Title : DOMAIN ADAPTATION IN CNN-BASED MAMMOGRAM CLASSIFICATION FOR CROSS-DATASET GENERALIZATION
Sharada Guptha M N, Renuka V Tali, Shilpa M, Babitha M N

Abstract :

Breast cancer remains one of the leading causes of mortality among women worldwide, making early and accurate detection through mammography essential for improving patient outcomes. In recent years, Convolutional Neural Networks (CNNs) have demonstrated strong performance in automated mammogram classification tasks. However, their effectiveness is often limited to the datasets on which they are trained, as variations in imaging devices, acquisition protocols, and patient demographics introduce significant domain shift. This results in reduced performance when models are applied to unseen datasets, posing a major challenge for real-world clinical deployment. This study addresses the problem of cross-dataset generalization in CNN-based mammogram classification by incorporating domain adaptation techniques.
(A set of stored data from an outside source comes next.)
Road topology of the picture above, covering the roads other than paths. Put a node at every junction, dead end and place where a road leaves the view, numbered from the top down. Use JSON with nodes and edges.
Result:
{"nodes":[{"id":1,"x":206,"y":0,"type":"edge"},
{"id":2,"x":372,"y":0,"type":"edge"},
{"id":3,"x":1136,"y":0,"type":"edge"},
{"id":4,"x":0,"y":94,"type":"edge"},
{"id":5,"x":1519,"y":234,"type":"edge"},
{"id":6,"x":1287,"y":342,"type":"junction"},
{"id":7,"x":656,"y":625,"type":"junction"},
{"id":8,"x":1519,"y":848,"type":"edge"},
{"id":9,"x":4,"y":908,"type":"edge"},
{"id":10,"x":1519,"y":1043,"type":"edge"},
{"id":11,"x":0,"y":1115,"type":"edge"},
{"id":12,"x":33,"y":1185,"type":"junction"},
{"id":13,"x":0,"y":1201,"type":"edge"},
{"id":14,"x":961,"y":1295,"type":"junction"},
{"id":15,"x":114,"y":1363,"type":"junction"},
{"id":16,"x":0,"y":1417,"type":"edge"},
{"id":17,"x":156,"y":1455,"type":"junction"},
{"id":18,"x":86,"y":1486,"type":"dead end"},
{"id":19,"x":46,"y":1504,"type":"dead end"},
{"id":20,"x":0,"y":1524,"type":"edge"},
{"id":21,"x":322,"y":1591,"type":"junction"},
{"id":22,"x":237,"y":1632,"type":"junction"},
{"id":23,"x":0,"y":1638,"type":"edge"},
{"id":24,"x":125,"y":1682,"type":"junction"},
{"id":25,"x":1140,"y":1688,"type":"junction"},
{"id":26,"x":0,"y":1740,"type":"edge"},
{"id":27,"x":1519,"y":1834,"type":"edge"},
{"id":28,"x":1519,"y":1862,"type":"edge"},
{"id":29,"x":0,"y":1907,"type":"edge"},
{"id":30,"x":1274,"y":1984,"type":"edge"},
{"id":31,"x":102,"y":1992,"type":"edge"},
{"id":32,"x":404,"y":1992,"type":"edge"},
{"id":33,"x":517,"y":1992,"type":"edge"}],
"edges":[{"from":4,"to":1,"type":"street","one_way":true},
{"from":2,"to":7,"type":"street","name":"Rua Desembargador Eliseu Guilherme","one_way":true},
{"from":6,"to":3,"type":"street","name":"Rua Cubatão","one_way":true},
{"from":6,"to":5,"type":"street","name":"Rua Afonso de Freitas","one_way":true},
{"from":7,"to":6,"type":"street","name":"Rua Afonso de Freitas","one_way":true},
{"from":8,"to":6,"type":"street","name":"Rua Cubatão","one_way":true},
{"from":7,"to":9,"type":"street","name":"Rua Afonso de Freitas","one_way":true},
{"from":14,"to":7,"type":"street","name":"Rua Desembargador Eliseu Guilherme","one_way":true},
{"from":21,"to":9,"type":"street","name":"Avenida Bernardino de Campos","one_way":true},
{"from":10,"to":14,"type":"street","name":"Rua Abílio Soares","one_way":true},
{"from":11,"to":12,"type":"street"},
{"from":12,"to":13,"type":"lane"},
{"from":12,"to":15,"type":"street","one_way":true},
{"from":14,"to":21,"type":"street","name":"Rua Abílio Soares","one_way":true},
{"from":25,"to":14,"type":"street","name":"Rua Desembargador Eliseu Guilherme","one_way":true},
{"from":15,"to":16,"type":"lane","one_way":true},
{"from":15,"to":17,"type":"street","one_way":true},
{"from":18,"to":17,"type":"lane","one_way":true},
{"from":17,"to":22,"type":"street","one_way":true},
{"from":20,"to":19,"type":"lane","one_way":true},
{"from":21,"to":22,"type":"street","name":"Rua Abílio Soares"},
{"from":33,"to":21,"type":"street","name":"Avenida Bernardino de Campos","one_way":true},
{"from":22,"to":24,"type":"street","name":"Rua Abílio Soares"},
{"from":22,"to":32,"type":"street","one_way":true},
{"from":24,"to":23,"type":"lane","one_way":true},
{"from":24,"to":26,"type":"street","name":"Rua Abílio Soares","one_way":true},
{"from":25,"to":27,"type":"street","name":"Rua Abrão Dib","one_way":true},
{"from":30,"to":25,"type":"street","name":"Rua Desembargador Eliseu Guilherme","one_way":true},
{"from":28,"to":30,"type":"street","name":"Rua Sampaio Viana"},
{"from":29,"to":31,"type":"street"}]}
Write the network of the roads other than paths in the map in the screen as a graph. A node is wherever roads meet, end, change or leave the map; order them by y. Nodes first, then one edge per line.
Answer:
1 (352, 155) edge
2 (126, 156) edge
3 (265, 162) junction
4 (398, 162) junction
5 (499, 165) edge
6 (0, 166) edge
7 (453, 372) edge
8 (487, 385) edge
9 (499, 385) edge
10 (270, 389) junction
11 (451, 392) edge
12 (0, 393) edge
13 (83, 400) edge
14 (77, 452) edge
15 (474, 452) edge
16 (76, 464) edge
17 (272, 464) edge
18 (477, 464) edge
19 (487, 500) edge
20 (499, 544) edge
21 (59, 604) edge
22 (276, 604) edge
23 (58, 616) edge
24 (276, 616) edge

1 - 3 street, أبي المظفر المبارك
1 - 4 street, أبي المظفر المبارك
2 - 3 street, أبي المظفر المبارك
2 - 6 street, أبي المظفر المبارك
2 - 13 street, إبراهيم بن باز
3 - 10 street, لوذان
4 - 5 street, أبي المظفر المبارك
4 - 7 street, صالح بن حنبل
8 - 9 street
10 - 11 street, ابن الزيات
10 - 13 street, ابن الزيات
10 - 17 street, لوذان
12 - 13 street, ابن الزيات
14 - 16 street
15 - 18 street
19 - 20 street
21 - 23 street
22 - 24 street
A hybrid domain adaptation framework is proposed, integrating feature-level alignment, adversarial learning, and batch normalisation adaptation to reduce the distribution discrepancy between source and target domains. The model is trained using labelled data from a source dataset and unlabeled data from a target dataset to learn domain-invariant feature representations. Experimental evaluations conducted on multiple publicly available mammography datasets, including DDSM, MIAS, and INbreast, demonstrate that the proposed approach significantly improves classification performance across different domains. The results show notable gains in accuracy and Area Under the Curve (AUC) compared to baseline CNN models without domain adaptation. The findings emphasise the importance of domain adaptation in enhancing the robustness and generalizability of deep learning models for medical imaging, supporting the development of reliable and scalable computer-aided diagnosis systems for breast cancer detection.